*** Begin section ***

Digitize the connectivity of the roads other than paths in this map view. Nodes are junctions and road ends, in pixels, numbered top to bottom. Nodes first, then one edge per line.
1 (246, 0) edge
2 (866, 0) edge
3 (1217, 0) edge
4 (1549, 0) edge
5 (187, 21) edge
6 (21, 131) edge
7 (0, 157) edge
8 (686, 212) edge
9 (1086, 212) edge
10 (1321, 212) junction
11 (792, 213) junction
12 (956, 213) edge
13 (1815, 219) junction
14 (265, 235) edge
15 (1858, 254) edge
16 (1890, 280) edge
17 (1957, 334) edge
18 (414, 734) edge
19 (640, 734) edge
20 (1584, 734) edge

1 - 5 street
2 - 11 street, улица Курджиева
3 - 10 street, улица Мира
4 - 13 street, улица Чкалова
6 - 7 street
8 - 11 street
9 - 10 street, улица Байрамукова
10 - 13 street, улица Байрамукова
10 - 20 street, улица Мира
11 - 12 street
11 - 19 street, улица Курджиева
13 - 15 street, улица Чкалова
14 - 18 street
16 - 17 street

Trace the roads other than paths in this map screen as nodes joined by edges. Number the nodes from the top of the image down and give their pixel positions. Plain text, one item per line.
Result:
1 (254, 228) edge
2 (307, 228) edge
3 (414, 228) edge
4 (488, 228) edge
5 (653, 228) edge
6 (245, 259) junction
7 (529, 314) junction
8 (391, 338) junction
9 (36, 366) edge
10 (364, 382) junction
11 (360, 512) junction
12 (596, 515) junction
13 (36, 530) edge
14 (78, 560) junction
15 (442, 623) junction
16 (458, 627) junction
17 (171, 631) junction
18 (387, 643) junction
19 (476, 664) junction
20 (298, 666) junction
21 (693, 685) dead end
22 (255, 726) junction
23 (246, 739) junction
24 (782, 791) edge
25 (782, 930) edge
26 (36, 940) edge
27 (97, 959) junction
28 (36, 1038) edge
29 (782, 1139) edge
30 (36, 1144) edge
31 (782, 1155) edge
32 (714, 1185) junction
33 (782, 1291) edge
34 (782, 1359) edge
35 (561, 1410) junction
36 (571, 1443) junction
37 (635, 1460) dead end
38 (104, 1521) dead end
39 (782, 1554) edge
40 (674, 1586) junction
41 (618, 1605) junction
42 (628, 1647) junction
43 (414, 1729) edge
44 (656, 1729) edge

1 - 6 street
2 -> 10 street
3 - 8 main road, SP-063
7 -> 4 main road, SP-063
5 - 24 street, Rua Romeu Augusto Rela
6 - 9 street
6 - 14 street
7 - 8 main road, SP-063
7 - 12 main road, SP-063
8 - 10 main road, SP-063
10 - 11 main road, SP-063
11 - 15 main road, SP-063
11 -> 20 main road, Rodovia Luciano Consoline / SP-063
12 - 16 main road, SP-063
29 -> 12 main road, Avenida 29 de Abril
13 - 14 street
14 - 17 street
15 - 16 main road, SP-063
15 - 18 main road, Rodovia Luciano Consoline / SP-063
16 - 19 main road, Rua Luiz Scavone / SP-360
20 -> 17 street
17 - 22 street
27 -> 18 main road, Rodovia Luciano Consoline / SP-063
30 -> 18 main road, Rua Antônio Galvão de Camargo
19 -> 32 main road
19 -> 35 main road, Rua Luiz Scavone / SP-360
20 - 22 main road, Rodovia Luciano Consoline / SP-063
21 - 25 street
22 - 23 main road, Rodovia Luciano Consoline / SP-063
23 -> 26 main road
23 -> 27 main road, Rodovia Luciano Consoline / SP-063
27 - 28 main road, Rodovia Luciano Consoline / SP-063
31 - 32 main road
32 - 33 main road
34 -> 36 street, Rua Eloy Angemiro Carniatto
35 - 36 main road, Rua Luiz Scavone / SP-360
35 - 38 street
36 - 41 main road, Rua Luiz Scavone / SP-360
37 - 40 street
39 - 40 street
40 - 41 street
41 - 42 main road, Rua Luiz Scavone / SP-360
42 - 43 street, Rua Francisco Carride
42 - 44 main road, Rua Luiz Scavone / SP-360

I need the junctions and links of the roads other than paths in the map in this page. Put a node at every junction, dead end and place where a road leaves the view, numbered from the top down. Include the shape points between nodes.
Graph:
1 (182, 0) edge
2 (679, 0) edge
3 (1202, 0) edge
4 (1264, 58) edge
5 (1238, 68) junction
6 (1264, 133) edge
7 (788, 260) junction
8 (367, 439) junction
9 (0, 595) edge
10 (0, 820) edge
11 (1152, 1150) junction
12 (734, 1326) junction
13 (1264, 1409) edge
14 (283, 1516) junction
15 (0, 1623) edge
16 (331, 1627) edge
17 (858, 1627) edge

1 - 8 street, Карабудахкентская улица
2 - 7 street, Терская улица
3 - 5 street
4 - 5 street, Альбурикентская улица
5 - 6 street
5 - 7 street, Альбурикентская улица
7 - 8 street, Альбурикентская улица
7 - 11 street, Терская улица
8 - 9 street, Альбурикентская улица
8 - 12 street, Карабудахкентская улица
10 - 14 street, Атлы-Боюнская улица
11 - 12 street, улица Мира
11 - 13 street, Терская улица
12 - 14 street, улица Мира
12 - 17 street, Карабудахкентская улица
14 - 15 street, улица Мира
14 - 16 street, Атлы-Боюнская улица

*** End section ***

* **TO DO**: Each line above that holds the string "Карабудахкентская" should be copied and shown.

* **WRITTEN ANSWER**:
1 - 8 street, Карабудахкентская улица
8 - 12 street, Карабудахкентская улица
12 - 17 street, Карабудахкентская улица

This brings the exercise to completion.